When I contacted a friend who is a practitioner, she shared that there are no annoying elements in God’s creation. That really struck me. As I thought about this notion of annoyance, I realized that if all is truly good, and the kingdom of heaven is here and now, as Christ Jesus taught, then there’s really nothing to be annoyed by. What I was being healed of was the belief that I can be separated from the love of God even for an instant or be tempted to be annoyed by something or someone.
Another idea that was helpful was that there is no sensation in matter. It is spiritual sense that informs our thoughts, feelings, and knowledge. We can truly feel only the wholeness and harmony of Spirit, God, Love.
I’m grateful to say that I never felt itchiness with this rash. However, as a few days went by, the rash was still there. As eager as I was to be rid of it, I became even more eager to eradicate any unwanted beliefs suggesting that I could be separated from the love of God and from loving others. One of my favorite Bible stories has always been Jacob wrestling with the angel, especially the part where Jacob wouldn’t let the angel go until the angel blessed him (see Genesis 32:24–30). Similarly, I wanted to learn all I could and let this healing be a blessing.

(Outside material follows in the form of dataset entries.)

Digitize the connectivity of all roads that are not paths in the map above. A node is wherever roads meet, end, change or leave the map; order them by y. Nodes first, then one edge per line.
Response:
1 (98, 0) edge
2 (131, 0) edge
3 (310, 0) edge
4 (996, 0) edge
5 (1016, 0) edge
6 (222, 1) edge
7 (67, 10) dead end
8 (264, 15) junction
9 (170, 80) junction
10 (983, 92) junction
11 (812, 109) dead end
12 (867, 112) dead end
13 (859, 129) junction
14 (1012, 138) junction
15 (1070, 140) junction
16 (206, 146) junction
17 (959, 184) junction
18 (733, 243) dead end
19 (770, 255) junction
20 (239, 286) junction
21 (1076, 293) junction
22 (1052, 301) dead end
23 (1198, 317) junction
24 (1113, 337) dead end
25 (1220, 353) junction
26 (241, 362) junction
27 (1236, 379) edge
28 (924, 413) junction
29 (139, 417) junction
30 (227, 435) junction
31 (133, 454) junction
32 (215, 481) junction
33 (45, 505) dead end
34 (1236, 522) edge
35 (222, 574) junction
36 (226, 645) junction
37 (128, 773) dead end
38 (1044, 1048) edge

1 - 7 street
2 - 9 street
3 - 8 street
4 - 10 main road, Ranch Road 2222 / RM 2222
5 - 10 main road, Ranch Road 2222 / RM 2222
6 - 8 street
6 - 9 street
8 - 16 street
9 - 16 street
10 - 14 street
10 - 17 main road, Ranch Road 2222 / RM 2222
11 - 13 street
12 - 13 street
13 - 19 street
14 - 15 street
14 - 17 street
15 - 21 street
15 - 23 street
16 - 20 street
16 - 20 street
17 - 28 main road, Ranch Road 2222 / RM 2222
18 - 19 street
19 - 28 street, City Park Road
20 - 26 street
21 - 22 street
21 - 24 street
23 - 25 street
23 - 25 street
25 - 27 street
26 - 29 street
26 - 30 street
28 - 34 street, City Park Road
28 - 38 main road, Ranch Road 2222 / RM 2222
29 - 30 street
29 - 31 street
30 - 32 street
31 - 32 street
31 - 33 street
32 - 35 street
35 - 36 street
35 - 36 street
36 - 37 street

My practitioner friend had also shared the idea that no harm could come from a pure desire to help my home and family; I’m not being “attacked” for my hard work. It occurred to me that there are no “arrows” and no “shooter” because God’s all-goodness precludes the possibility of there being anything discordant in His kingdom. I’m participating in God’s good, and that’s all that’s going on.
At one point, inspired to pray with the Lord’s Prayer, I got no further than the opening line, “Our Father which art in heaven” (Matthew 6:9). When I looked up references to heaven in Concord, an online concordance to the Bible and Mary Baker Eddy’s writings, I came upon the definition of Jerusalem in Mrs. Eddy’s book Science and Health with Key to the Scriptures: “Mortal belief and knowledge obtained from the five corporeal senses; the pride of power and the power of pride; sensuality; envy; oppression; tyranny. Home, heaven” (p. 589).

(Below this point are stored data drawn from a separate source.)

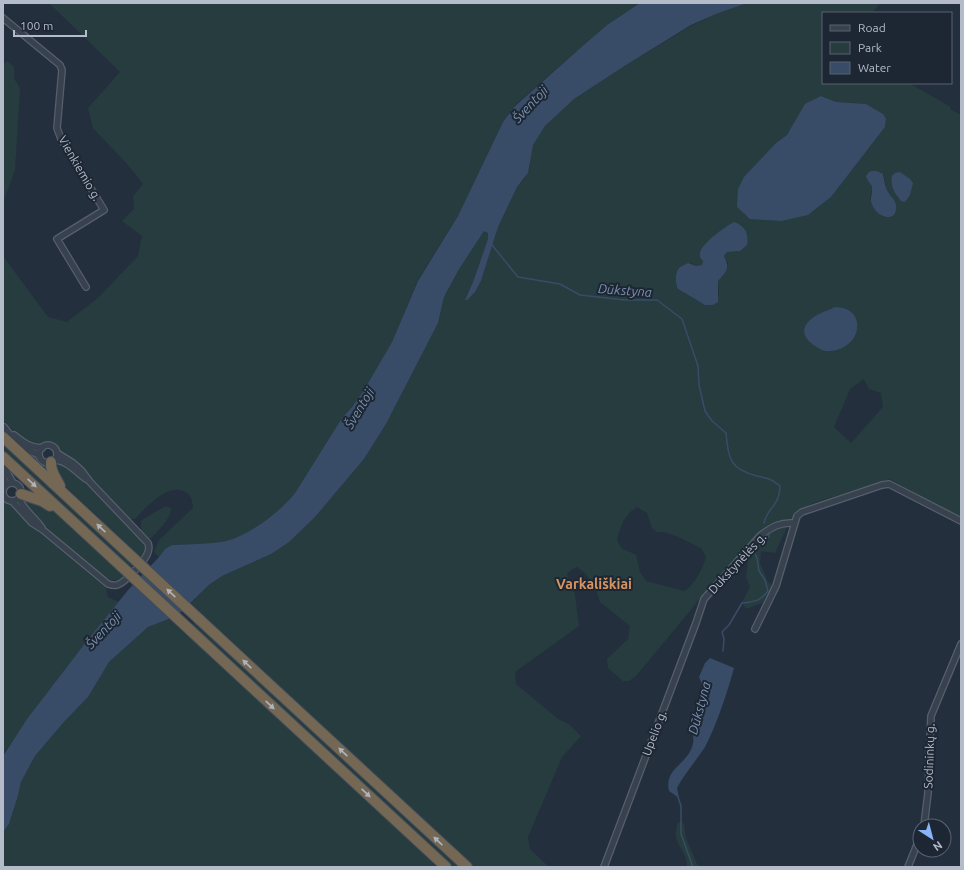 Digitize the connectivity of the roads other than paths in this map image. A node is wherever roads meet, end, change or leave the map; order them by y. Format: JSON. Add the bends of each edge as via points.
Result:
{"nodes":[{"id":1,"x":3,"y":18,"type":"edge"},
{"id":2,"x":86,"y":287,"type":"dead end"},
{"id":3,"x":3,"y":430,"type":"edge"},
{"id":4,"x":42,"y":448,"type":"junction"},
{"id":5,"x":57,"y":453,"type":"junction"},
{"id":6,"x":39,"y":455,"type":"junction"},
{"id":7,"x":3,"y":457,"type":"edge"},
{"id":8,"x":53,"y":461,"type":"junction"},
{"id":9,"x":3,"y":465,"type":"edge"},
{"id":10,"x":3,"y":474,"type":"edge"},
{"id":11,"x":13,"y":482,"type":"junction"},
{"id":12,"x":90,"y":482,"type":"junction"},
{"id":13,"x":6,"y":485,"type":"junction"},
{"id":14,"x":20,"y":496,"type":"junction"},
{"id":15,"x":68,"y":497,"type":"junction"},
{"id":16,"x":12,"y":501,"type":"junction"},
{"id":17,"x":68,"y":517,"type":"junction"},
{"id":18,"x":961,"y":521,"type":"edge"},
{"id":19,"x":794,"y":523,"type":"junction"},
{"id":20,"x":43,"y":530,"type":"junction"},
{"id":21,"x":704,"y":599,"type":"joint"},
{"id":22,"x":755,"y":629,"type":"dead end"},
{"id":23,"x":961,"y":644,"type":"edge"},
{"id":24,"x":925,"y":818,"type":"edge"},
{"id":25,"x":912,"y":857,"type":"edge"},
{"id":26,"x":446,"y":867,"type":"edge"},
{"id":27,"x":467,"y":867,"type":"edge"},
{"id":28,"x":604,"y":867,"type":"edge"},
{"id":29,"x":908,"y":867,"type":"edge"}],
"edges":[{"from":1,"to":2,"type":"street","name":"Vienkiemio g.","via":[[60,65],[62,70],[57,128],[104,210],[57,239]]},
{"from":3,"to":4,"type":"street","via":[[28,446]]},
{"from":3,"to":6,"type":"street","via":[[23,448]]},
{"from":3,"to":15,"type":"highway"},
{"from":4,"to":5,"type":"street","via":[[52,446]]},
{"from":4,"to":6,"type":"street"},
{"from":5,"to":8,"type":"street"},
{"from":5,"to":12,"type":"street","via":[[73,462]]},
{"from":6,"to":8,"type":"street","via":[[43,461]]},
{"from":7,"to":17,"type":"highway","one_way":true},
{"from":8,"to":12,"type":"street","via":[[60,460]]},
{"from":8,"to":15,"type":"highway","via":[[53,474]]},
{"from":9,"to":11,"type":"street"},
{"from":10,"to":13,"type":"street"},
{"from":11,"to":13,"type":"street"},
{"from":11,"to":14,"type":"street","via":[[20,488]]},
{"from":12,"to":20,"type":"street","via":[[148,543],[146,558],[120,584],[113,586]]},
{"from":13,"to":16,"type":"street","via":[[3,490],[4,496]]},
{"from":14,"to":16,"type":"street"},
{"from":14,"to":17,"type":"highway","via":[[42,501]]},
{"from":14,"to":20,"type":"street","via":[[25,509]]},
{"from":27,"to":15,"type":"highway","one_way":true,"bridge":true},
{"from":16,"to":20,"type":"street","via":[[32,523]]},
{"from":17,"to":26,"type":"highway","one_way":true,"bridge":true},
{"from":18,"to":19,"type":"street","via":[[889,484],[802,512],[796,516]]},
{"from":19,"to":21,"type":"street","name":"Dukstynėlės g.","via":[[788,522],[772,527],[761,535]]},
{"from":19,"to":22,"type":"street","via":[[776,586]]},
{"from":21,"to":28,"type":"street","name":"Upelio g."},
{"from":23,"to":24,"type":"street","name":"Sodininkų g.","via":[[931,716]]},
{"from":25,"to":29,"type":"street"}]}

What stood out to me was “the pride of power and the power of pride.” As I wrestled with this concept, I had to ask myself if this was an opportunity to be healed of pride in addition to any tendency to be annoyed.

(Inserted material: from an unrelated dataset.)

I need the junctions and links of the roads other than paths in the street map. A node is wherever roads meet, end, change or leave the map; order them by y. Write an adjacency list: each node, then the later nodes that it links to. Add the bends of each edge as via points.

I recalled two situations at work in the previous week that I had approached with a bit of self-importance. As I admitted this, I knew God was working in me to move me from a more limited sense of myself as marked with pride toward becoming a new man—more humble and a better listener.
These, to me, were evidences of the chemicalization that was occurring in my experience. Science and Health describes chemicalization as “the process which mortal mind and body undergo in the change of belief from a material to a spiritual basis” (pp. 168–169). All of this was occurring within a week’s time, and still the rash had not disappeared, but it was impossible for me to argue that healing wasn’t going on. I knew better.
Finally, something Christ Jesus said spoke to me: “Listen to me, everyone, and understand this. Nothing outside a person can defile them by going into them. Rather, it is what comes out of a person that defiles them” (Mark 7:14, 15, New International Version). I understand from this that purifying our thoughts and behaviors is essential for Christian discipleship. This was in line with what I had been praying about all along.
About a week after the rash appeared, it went away. I was so glad, not only for the physical healing but also for the fact that annoyance and pride had been brought to the surface to be replaced by love and humility. The proof of healing I’m most happy to bear witness to is the evidence of God’s tender, loving care for all of us, as shown in the grace among my colleagues when we interact with one another and the deep gratitude I feel for this experience.